There is a Lebanese in Glattbrugg who some years ago opened a Lebanese restaurant, which was quite good, but his Italian wife lead the place to gradually drop the Lebanese cuisine and wines and change to Italian cuisine. While his Lebanese cuisine was really good, their performance in Italian cuisine was/is below average. They now try to become a steak-house. Which proves my impression that the "Italian" way in their case did not succeed.
You know it's possible to be British and be able to cook curry, right? One would hope so, given the number of curry houses in the United Kingdom.
The other way round, many "real" Indian, particularily if in a place with few Indian customers, may feel tempted to make compromises with local tastes and local notions in the hope (often wrong hope) to get more customers.
What do you mean?
DB on your recommendation I shall give it a go.
There is nothing "other" about the food they make for "Indian" restaurants, given that the overwhelming majority of them became familiar with such food in their mothers' kitchens.

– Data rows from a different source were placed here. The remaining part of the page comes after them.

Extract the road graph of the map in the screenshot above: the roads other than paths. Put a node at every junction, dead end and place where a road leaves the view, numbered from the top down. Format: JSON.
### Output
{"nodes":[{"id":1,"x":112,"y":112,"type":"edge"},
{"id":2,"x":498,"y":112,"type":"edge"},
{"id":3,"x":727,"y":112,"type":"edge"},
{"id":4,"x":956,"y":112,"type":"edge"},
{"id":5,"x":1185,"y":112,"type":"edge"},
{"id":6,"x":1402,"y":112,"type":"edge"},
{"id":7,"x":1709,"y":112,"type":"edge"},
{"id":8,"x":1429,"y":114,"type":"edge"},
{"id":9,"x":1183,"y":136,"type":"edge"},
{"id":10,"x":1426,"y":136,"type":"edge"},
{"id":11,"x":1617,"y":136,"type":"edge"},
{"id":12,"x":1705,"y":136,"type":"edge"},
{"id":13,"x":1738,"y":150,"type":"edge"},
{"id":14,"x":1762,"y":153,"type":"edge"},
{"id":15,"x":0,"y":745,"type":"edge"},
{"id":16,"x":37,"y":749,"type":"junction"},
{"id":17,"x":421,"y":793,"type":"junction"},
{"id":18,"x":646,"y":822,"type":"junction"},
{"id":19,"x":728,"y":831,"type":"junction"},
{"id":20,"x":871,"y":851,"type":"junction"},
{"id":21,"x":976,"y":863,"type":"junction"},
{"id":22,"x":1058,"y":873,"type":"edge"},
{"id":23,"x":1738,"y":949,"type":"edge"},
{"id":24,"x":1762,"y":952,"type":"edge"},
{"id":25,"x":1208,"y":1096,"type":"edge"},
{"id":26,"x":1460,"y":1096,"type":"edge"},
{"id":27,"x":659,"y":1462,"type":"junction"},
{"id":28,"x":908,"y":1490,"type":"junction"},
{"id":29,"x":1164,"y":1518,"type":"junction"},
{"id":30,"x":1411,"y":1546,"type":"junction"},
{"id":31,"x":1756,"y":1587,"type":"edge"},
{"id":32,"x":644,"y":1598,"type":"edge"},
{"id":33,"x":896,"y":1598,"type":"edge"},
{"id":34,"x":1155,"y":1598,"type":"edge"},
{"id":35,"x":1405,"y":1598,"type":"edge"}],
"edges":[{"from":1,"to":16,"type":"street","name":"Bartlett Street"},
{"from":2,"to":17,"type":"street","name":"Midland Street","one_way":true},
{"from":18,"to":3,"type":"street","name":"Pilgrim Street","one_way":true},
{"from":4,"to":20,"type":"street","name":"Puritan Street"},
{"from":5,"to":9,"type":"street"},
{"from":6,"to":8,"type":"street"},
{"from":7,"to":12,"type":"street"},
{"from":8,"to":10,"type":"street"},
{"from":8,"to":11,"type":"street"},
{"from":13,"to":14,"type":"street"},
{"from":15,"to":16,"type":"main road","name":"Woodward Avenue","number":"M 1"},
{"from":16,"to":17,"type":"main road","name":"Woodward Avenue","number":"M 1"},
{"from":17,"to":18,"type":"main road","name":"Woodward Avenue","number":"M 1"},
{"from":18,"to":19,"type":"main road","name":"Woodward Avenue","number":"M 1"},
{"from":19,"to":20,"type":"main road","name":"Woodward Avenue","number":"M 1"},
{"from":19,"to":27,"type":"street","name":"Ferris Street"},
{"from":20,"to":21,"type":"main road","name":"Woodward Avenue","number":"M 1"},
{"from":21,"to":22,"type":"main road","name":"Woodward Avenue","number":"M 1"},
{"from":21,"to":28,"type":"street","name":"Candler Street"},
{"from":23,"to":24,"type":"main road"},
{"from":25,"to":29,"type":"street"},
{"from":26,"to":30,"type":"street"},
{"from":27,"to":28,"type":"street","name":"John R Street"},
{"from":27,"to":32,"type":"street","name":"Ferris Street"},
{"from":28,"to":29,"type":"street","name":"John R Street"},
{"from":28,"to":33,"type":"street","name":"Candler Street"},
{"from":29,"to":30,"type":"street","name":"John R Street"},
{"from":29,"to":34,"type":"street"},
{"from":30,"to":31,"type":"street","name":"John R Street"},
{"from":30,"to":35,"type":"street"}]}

Authentic Indian cuisine (the stuff you get in the average eating place in India) is often not very palatable. Or certainly wasn't when I travelled a lot there (more than 20 years ago). Often a bit thin and greasy. The Indian cuisine that has evolved in the UK over the last 40 years, through the Indian / Bangladeshi immigrant community, is actually more British than Indian -- or at least, rooted in Indian tradition, but with thicker sauces, higher quality ingredients, and presented in a more appealing style.
So presumably the British chef in question is either from an British Indian immigrant family, or someone who has learnt how to cook the style of Indian food we like in Europe.
An Indian restaurant selling truly authentic Indian food would probably not do very well here!
Or look at the many restaurant-owners/managers from former Yugoslavia who for apparent reasons in the 1990ies changed the "identity" of their restaurant, many of them to Italian cuisine
Amazingly, the owners of one of the best Italian restaurants all around
the Ristorante Pippone in Zch.-Affoltern
http://www.restaurant-pippone.ch/kontakt.html
apparently are not of Italian origin, but excel
while the Italian wife of that Lebanese I recently mentioned was/is NOT superb with "HER" cuisine.
I'm struggling to understand your point here.
In short, the Chef D.B. mentioned possibly very simply is a good cook who is able to learn how to cook "another" cuisine. Every really good cook can learn the required skills to excel in all cuisines on earth.
Where do you get the notion that the chef isn't cooking his own cuisine, that he grew up with?
What I however AM on about is that there are Indian Chefs in Continental Europe who try to "compromise" with what they perceive as "local tastes". And who do not realize that their potential guests by average are NOT the general average.
And THIS record shows that
http://zh.powernet.ch/webservices/ne...0&lang=1&sort=
he apparently went bankrupt some years ago
---
Philip Anandaraj
Unternehmensinhaber Aar de Grevenhorst
I'm really, really hoping that you are aware of the existence of several hundred thousand British people for whom Indian, Bangladeshi and Pakistani cuisine is their own cuisine. Please tell me you are.
I can't believe I'm having this conversation in the year 2012...
... and he's an excellent chef.
The woman of the "Chef" of the oldest Indian restaurant in Zürich (Raja Bongo Restaurant) is of Swiss origin, but is doing more of the cooking than her husband. Indian cuisine already in the late 1970ies became a heavy part of her life.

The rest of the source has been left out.